### Directions
In the data that follows, determine how many lines contain the word "wrist", and give only that number.

### Records shown
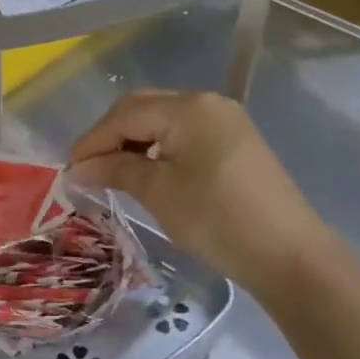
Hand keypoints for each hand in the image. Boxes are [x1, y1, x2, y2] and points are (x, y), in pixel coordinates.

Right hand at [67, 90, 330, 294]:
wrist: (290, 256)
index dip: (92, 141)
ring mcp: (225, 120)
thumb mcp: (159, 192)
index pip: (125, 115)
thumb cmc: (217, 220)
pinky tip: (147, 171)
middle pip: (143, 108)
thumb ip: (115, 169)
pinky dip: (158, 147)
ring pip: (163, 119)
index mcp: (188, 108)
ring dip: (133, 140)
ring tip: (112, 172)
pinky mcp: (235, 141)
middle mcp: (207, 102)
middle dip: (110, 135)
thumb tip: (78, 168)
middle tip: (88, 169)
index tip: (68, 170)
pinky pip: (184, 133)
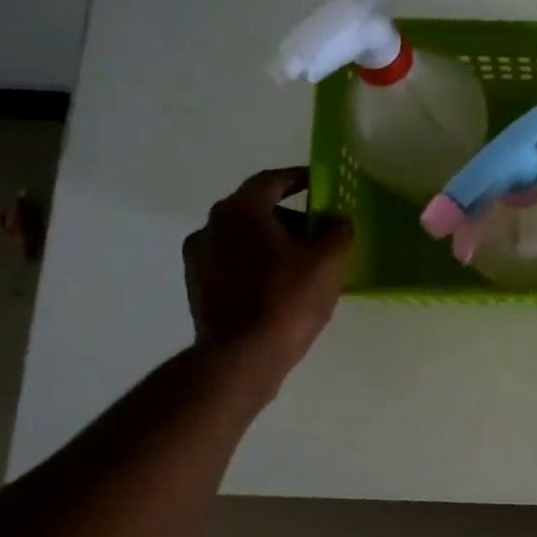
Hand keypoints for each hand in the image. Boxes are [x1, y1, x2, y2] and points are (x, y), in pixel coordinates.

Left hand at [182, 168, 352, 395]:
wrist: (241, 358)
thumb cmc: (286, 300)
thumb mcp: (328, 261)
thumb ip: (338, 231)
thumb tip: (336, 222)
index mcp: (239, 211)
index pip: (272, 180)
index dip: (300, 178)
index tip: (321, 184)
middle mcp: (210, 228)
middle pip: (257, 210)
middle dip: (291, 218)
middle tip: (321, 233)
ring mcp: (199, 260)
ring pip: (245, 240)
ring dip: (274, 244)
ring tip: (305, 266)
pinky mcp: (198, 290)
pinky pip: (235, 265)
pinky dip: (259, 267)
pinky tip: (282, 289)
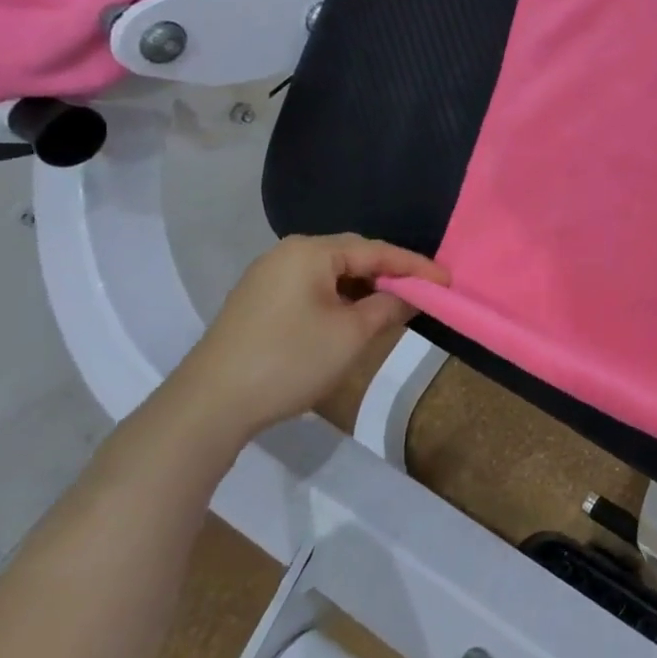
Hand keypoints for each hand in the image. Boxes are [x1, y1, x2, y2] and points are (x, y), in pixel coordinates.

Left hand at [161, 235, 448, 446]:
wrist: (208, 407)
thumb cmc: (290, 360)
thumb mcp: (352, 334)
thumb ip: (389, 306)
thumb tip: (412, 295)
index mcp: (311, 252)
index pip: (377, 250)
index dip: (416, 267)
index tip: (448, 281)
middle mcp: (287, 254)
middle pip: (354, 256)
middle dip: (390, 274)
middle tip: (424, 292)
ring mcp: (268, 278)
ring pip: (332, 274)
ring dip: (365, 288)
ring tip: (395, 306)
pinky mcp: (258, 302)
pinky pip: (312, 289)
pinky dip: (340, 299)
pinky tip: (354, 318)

* * *

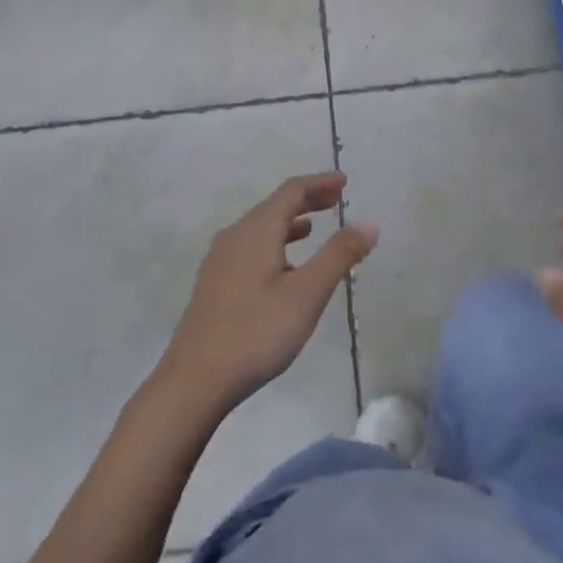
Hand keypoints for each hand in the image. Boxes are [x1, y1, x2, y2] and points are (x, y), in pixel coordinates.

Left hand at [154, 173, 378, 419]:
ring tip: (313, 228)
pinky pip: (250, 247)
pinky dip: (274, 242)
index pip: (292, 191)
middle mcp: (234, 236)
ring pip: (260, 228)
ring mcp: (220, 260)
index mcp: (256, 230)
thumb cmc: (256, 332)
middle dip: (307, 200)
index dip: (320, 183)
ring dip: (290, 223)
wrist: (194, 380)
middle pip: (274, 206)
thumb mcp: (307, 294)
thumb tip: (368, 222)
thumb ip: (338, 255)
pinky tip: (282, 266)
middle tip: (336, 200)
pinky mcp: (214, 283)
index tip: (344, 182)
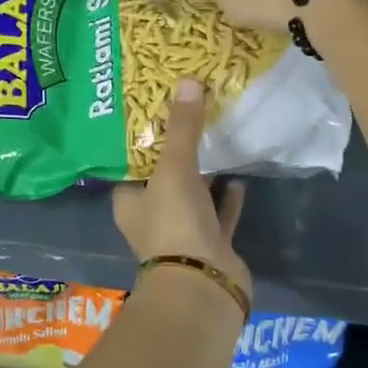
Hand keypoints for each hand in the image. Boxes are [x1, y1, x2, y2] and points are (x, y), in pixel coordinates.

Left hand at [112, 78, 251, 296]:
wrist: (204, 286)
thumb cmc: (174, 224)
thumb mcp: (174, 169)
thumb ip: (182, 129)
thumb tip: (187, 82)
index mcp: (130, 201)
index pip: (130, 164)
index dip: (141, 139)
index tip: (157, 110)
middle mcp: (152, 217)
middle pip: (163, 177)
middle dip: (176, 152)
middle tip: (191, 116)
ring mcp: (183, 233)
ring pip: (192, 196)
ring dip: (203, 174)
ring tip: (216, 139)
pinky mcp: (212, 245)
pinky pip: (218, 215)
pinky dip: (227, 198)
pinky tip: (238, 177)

* * *

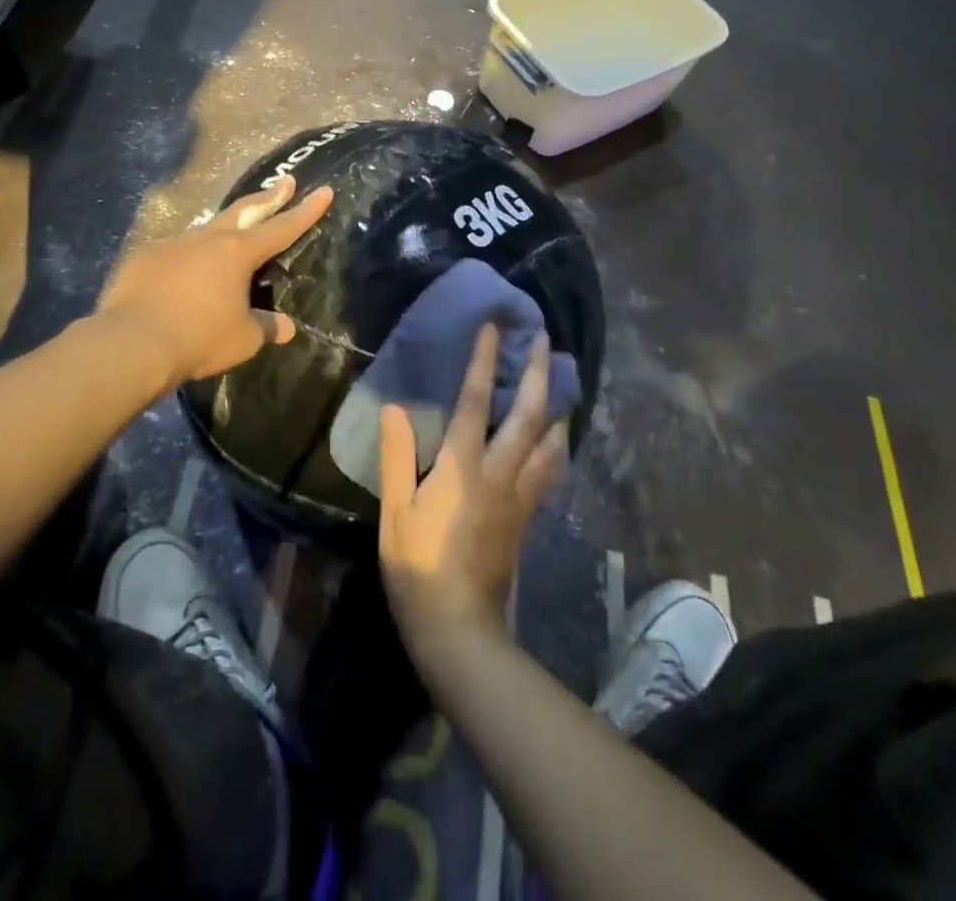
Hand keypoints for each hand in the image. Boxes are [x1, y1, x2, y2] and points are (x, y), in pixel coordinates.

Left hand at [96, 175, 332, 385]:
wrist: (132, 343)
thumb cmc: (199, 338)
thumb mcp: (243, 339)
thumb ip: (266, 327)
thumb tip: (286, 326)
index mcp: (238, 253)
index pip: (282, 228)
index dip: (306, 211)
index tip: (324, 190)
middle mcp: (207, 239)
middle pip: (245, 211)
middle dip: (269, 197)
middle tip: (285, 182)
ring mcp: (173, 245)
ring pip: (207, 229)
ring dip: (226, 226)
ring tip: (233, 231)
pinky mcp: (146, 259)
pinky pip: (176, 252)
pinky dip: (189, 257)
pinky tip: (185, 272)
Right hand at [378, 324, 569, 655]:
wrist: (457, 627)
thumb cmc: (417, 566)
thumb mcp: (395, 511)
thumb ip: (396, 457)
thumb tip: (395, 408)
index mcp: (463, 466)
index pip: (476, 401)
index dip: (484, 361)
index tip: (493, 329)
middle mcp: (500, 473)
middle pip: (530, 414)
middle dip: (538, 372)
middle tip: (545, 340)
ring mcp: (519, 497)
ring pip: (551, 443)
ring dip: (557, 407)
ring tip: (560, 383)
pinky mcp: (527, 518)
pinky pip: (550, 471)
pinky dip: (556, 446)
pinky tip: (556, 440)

### Task solution
7